“Forum Shopping.” I love this expression. Not just because I love shopping—more importantly, because I am fascinated by the lengths people will go to get the answer they want. In the legal profession, we call that “forum shopping”—asking multiple people for an opinion in a quest to get the opinion you are looking for.
At home, my kids use the technique often. If my daughter comes to me first and doesn’t get the desired response or result, she will quickly go to my husband, ask the same question and conveniently omit to mention the conversation she just had with me on the same topic. (In many cases, she gets what she wants from my husband, but is punished later for the approach.)
Admittedly, I have also gone “forum shopping” on occasion. For example, when I was pregnant with my daughter, I found it very difficult to cut back on caffeine—even though most doctors advised to do so. But, after extensive research, I found a web site (most likely sponsored by the Coffee Growers’ Association) that posited that drinking three cups of caffeinated coffee per day was not hazardous. I copied that link and shared it with all who dared to challenge me.

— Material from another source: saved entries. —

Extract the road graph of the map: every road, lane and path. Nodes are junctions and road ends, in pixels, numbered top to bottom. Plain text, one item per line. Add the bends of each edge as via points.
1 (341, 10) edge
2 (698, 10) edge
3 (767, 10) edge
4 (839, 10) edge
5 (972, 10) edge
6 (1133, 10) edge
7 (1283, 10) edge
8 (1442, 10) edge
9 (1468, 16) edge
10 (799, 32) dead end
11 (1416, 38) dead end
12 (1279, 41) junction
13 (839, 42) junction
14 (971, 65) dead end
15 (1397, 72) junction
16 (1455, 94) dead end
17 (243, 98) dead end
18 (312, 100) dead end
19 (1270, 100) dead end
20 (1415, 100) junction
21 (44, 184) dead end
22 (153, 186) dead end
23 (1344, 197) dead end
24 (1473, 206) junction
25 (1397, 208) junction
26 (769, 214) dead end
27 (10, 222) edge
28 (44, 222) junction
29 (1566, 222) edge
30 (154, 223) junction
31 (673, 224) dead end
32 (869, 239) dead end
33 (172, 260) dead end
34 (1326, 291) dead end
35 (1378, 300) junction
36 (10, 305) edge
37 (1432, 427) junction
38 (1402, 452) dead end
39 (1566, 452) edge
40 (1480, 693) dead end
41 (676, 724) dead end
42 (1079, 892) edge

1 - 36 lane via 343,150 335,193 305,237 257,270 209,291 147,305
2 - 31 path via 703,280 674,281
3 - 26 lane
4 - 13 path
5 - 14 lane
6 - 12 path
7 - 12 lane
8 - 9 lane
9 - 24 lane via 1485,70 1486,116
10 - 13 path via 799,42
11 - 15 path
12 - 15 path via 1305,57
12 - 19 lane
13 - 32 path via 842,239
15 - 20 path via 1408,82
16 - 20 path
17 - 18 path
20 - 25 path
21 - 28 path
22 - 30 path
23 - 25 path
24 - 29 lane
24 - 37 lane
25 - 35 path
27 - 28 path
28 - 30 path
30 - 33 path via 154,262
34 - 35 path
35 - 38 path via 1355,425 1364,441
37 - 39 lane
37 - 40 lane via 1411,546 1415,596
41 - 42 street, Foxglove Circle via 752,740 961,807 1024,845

Fortunately, my kids turned out OK (although my five year-old son somehow enjoys coffee.) But forum shopping can be risky—especially when used for business. Here are four reasons why:
If you have to search hard to get the answer you want, it is likely not the best answer
If you truly want or need a professional opinion, you should heed the advice provided. You can always find someone to take your side and agree with you—but that doesn’t make it the right answer.
When you reject the opinions of others, you may alienate them as well
While you may have found one person to give you the answer you want, you are in turn rejecting the opinions and advice of all those who told you otherwise. If you want or need their trust and support to move forward, this is not a good way to earn it.
Going around the process shows disrespect for it
Organizations work hard to build processes that ensure good decision-making. Forum shopping exposes a loophole in many of those processes. If others catch on (and they will), standard process will become irrelevant and bad decisions can follow.
Diverse perspectives are only valuable when they are all truly considered
When forum shopping, you are asking for multiple perspectives—but only to get the one you are looking for. This is not truly getting a diverse opinion.
Of course, there are times when forum shopping can have a positive result (refer to my coffee example earlier). But, I recommend proceeding with caution.